Chance and necessity in the evolution of RNase P
- 1Department of Chemistry and Biochemistry, Center for RNA Biology, The Ohio State University, Columbus, Ohio 43210, USA
- 2Department of Microbiology and Molecular Genetics, IMRIC, The Hebrew University-Hadassah Medical School, 91120, Jerusalem, Israel
- 3Department of Biochemistry and Molecular Biology, Center for RNA Molecular Biology, Pennsylvania State University, University Park, Pennsylvania 16802, USA
- Corresponding authors: gopalan.5{at}osu.edu, jarrous{at}md.huji.ac.il, ask11{at}psu.edu
Abstract
RNase P catalyzes 5′-maturation of tRNAs in all three domains of life. This primary function is accomplished by either a ribozyme-centered ribonucleoprotein (RNP) or a protein-only variant (with one to three polypeptides).
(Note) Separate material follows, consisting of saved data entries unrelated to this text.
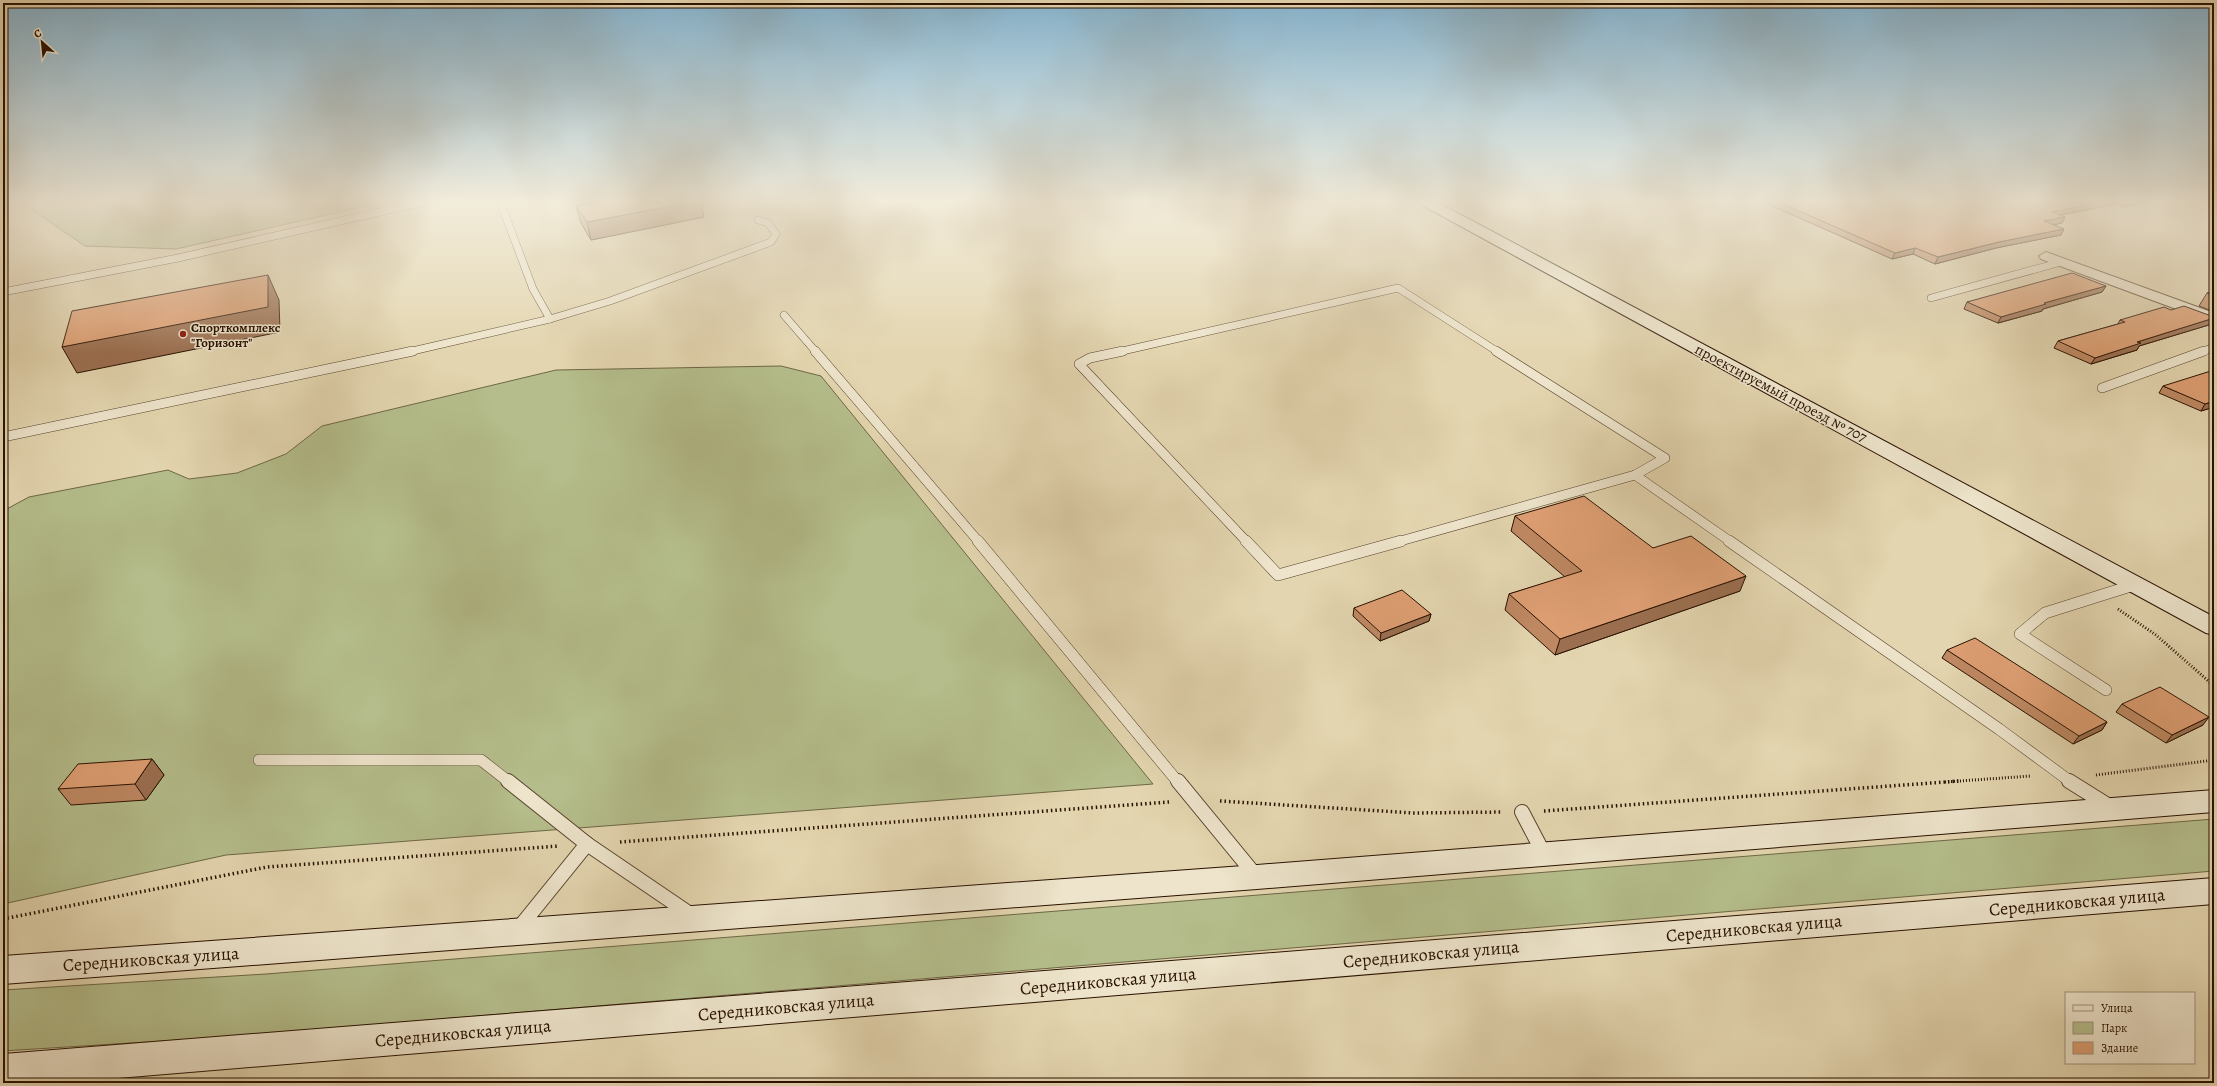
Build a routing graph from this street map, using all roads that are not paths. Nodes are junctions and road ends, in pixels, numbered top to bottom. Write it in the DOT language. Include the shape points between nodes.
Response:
graph roads {
  1 [pos="206,252"];
  2 [pos="519,252"];
  3 [pos="745,252"];
  4 [pos="1519,252"];
  5 [pos="2046,256"];
  6 [pos="2061,262"];
  7 [pos="3,292"];
  8 [pos="1931,298"];
  9 [pos="784,315"];
  10 [pos="2214,318"];
  11 [pos="550,319"];
  12 [pos="2214,347"];
  13 [pos="2102,388"];
  14 [pos="3,437"];
  15 [pos="1635,475"];
  16 [pos="2137,584"];
  17 [pos="2214,626"];
  18 [pos="2106,690"];
  19 [pos="259,760"];
  20 [pos="2214,800"];
  21 [pos="2112,809"];
  22 [pos="1522,812"];
  23 [pos="587,844"];
  24 [pos="1544,854"];
  25 [pos="1257,877"];
  26 [pos="2214,891"];
  27 [pos="696,919"];
  28 [pos="516,932"];
  29 [pos="3,970"];
  30 [pos="3,1071"];
  1 -- 7 [label="lane"];
  2 -- 11 [label="lane" via="533,289"];
  3 -- 11 [label="lane" via="610,301"];
  4 -- 16 [label="street, проектируемый проезд № 707"];
  5 -- 6 [label="street"];
  6 -- 8 [label="lane"];
  6 -- 10 [label="street"];
  9 -- 25 [label="lane" via="968,528"];
  11 -- 14 [label="lane" via="477,337"];
  12 -- 13 [label="lane"];
  15 -- 15 [label="lane" via="1665,458 1398,288 1090,358 1079,364 1278,575"];
  15 -- 21 [label="lane" via="1999,729 2058,774"];
  16 -- 17 [label="street"];
  16 -- 18 [label="lane" via="2045,613 2020,634"];
  19 -- 23 [label="lane" via="482,760"];
  20 -- 21 [label="street, Середниковская улица"];
  21 -- 24 [label="street, Середниковская улица"];
  22 -- 24 [label="lane"];
  23 -- 27 [label="lane"];
  23 -- 28 [label="lane"];
  24 -- 25 [label="street, Середниковская улица"];
  25 -- 27 [label="street, Середниковская улица"];
  26 -- 30 [label="street, Середниковская улица"];
  27 -- 28 [label="street, Середниковская улица"];
  28 -- 29 [label="street, Середниковская улица"];
}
The large, multicomponent archaeal and eukaryotic RNase P RNPs appear disproportionate to the simplicity of their role in tRNA 5′-maturation, prompting the question of why the seemingly gratuitously complex RNP forms of RNase P were not replaced with simpler protein counterparts. Here, motivated by growing evidence, we consider the hypothesis that the large RNase P RNP was retained as a direct consequence of multiple roles played by its components in processes that are not related to the canonical RNase P function.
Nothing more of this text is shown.